Jones Bikes: Fat bikes were great, but there were too many downsides such as the wide bottom brackets and wide rear ends, which is why we have only done bikes with fat front wheels. It could also be that everyone already has a fat bike now.

Kona: The plus tire definitely eroded some of the appeal of the true fat bike in a lot of respects. I don’t think it is as simple as that however. Fat bike tech has kind of settled to a point where you’ve got 197 mm rear and it fits 5 inch tires, etc. If you have that bike already, why would you go get another brand new one? Not all, but most customers really only need one fat bike and it serves as a second/third/fourth type bike. Not the primary ride. This again, isn’t EVERY customer but just an observation. The plus tires are a ‘new’ curiosity for a lot of riders, and I think that is helping drive that purchasing behavior.

WTB: Fat bikes came about to, “Ride through sand, snow and anything else you may get yourself into. To extend your riding season through the winter. To float atop it all.” My 29+ Surly Krampus with 3.0 tires does all those things, while being more fun and efficient. Fat bikes will certainly stick around for those looking to plow through a snowstorm, ride across the Sahara or simply be the rider with something different. Although a large majority of the functionality related to fat bikes is covered (or even improved) by plus bikes and, therefore, I believe it’s certainly fueling the rapid decline and will continue to do so.

Ibis: The fat bike market just got oversaturated and now everybody has one who wants one. Now that fat bike innovation has plateaued, the one everybody has is good enough and they’re not buying a new one every year.

It’s a bit like what’s happening with trail bikes in Europe right now. Sales are down but e-bike sales are through the roof. Everyone’s trail bikes have been pretty good for the last couple years, and the next bright shiny thing in Europe is e-bikes, so they’re not updating their trail bike as often.

Santa Cruz: We’ don’t make a fat bike, but as an observer, I’d opine that what we’re seeing is the nexus of market saturation meeting oversupply. When nobody owned a fat bike and there were relatively few suppliers, growth and adaptation spiked. Now that most of the likely customers have a fat bike, and everybody-and-their-brother jumped in on the supply side, there’s a natural glut and slowdown.

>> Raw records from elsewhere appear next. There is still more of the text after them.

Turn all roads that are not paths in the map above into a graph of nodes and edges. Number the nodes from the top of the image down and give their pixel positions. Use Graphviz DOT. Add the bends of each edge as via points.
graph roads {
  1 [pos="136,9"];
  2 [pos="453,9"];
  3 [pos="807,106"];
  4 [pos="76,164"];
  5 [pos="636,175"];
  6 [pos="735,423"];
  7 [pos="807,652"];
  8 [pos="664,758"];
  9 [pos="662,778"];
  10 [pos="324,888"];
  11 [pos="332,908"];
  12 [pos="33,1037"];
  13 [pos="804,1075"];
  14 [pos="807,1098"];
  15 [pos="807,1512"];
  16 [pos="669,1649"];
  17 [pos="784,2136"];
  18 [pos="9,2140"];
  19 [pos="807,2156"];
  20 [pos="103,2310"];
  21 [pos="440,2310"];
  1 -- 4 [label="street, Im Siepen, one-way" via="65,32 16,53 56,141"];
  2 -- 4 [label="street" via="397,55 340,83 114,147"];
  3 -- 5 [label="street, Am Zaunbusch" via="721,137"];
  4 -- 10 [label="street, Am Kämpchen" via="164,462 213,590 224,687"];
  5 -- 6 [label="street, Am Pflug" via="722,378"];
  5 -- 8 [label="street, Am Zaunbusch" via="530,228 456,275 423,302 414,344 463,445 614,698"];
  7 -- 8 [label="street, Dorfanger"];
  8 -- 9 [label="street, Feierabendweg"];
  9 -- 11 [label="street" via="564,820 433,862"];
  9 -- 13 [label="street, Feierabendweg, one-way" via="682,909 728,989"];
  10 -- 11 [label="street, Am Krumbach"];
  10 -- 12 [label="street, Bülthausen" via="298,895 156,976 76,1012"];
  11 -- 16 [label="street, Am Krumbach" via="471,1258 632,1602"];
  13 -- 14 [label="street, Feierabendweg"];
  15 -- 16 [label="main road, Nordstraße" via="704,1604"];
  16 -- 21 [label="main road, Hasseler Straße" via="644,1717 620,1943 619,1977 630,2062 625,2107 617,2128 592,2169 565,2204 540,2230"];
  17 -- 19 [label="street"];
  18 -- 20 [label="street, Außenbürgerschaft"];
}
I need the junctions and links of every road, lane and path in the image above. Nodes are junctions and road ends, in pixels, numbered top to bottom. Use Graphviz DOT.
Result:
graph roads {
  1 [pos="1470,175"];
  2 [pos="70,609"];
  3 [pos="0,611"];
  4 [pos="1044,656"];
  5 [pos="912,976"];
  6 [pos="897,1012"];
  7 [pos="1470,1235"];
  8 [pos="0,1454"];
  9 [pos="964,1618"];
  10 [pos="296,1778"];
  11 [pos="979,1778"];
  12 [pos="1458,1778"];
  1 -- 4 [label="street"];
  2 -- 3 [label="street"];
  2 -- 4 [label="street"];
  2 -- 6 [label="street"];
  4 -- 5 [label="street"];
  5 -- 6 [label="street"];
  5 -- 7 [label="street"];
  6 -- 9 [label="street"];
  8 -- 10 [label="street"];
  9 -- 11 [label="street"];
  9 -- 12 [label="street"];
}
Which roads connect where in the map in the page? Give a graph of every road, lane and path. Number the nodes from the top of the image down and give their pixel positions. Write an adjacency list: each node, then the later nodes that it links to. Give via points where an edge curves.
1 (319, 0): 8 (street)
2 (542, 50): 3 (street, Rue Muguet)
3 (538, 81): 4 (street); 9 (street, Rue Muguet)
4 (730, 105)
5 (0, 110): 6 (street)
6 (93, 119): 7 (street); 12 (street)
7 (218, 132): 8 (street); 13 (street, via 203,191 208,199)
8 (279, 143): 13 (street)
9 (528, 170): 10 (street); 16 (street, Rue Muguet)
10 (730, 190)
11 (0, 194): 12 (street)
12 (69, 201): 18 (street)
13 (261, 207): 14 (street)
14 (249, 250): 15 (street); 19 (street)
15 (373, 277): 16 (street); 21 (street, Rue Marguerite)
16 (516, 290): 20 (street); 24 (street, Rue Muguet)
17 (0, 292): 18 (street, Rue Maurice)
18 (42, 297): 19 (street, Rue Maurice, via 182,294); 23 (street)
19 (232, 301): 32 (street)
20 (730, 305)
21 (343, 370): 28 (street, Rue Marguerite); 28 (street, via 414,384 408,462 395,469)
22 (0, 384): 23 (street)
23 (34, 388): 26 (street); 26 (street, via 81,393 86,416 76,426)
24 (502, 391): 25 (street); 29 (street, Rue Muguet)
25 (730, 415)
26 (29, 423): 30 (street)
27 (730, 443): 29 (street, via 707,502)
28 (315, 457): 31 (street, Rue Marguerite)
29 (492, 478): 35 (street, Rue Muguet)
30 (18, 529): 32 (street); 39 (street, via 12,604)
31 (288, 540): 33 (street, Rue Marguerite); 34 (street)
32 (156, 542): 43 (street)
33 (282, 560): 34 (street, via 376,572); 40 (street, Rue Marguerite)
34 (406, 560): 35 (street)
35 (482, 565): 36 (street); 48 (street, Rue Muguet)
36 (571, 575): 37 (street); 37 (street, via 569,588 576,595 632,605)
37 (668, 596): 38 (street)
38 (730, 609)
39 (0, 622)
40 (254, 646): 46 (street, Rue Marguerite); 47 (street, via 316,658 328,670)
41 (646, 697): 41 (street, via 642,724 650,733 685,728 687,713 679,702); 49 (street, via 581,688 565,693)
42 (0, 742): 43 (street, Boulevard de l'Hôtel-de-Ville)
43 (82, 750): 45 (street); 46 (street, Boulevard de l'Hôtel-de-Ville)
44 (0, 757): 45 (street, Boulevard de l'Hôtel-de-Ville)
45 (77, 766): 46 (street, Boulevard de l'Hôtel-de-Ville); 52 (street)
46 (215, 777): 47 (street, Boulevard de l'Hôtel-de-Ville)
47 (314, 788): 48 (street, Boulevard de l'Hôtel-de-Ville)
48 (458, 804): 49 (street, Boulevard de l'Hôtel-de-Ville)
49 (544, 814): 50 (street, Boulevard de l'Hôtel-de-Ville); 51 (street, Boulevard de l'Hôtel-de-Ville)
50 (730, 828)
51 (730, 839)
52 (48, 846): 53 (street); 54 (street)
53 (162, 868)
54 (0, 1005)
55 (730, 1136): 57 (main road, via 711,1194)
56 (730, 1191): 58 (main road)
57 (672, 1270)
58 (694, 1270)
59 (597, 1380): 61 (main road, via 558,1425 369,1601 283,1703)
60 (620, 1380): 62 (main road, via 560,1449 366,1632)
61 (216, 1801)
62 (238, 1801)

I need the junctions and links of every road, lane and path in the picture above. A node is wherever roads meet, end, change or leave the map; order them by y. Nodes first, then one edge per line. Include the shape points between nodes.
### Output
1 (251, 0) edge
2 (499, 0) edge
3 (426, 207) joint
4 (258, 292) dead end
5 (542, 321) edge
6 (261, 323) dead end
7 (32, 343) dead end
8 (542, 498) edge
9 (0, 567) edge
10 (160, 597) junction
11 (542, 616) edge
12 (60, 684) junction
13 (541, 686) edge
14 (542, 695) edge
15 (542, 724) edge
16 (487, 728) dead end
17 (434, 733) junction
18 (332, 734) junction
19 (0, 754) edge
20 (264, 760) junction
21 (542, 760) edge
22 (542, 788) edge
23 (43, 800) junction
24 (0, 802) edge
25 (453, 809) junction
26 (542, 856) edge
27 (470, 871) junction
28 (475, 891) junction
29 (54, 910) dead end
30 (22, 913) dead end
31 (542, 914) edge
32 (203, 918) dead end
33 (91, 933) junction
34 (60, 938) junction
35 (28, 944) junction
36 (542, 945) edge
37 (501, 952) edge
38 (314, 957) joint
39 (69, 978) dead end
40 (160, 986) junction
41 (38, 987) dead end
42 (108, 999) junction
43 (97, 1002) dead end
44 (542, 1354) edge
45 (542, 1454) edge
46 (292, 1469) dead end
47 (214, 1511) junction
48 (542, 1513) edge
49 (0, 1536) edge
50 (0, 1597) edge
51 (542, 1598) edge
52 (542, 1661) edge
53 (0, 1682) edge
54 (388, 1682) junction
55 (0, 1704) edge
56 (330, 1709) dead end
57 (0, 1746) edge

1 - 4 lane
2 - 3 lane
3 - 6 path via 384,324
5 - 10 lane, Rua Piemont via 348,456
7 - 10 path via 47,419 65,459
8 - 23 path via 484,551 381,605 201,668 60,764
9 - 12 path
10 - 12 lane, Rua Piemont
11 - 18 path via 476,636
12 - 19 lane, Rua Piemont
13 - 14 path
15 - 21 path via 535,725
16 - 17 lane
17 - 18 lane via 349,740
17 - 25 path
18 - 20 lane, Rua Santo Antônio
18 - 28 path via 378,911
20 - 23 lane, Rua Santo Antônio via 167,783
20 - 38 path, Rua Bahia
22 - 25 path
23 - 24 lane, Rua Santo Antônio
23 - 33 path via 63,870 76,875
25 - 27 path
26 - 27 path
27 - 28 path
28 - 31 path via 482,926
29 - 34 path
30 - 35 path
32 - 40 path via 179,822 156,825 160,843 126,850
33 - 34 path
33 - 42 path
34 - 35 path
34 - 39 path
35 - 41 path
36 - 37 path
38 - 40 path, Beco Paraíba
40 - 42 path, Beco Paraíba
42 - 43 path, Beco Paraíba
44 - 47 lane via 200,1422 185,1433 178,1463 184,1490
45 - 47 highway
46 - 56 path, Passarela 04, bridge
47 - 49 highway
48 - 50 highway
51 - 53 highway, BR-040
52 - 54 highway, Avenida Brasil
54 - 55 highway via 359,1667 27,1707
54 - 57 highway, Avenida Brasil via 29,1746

But directly to the point of your question, anecdotally, we are hearing from shops that some of their customers are using our bikes with 29er wheels for most of the year, then switching over to plus wheels for the winter. Obviously they don’t have the full fatty capability and flotation for powdery conditions, but in packed snow and in general slop they perform pretty well. From a family dynamics standpoint, Shreddy Betty has an easier time convincing Chubby Hubby that she needs an extra wheelset over a whole new bike.

Trek: No. I think the fat bike market is still healthy and its perceived decline doesn’t have to do with more 3.0-inch trail bikes. Trek has seen great success with our fat bikes. As an industry, we overshot the fat bike forecast when the demand plateaued, and that left a lot of manufacturers and retailers with a glut of closeout fat bikes. However, Trek retailers have given us good indications every year, and we’ve had a responsible forecast that has kept our fat bike sales strong alongside strong plus bike sales.

Specialized: Plus tire bikes have certainly eroded some of the fat bike market. I think a lot of people that were riding fat bikes on the dirt have likely moved to a plus tire bike. They’re just much nimbler and lighter for a typical trail application. With the entry of plus bikes, I think we’ll see the large majority of the fat bike market move back to more dedicated snow bikes, with some additional bikepacking applications as well. Purely speculation on my part, but that’s my sense and anecdotal feedback seems to support that.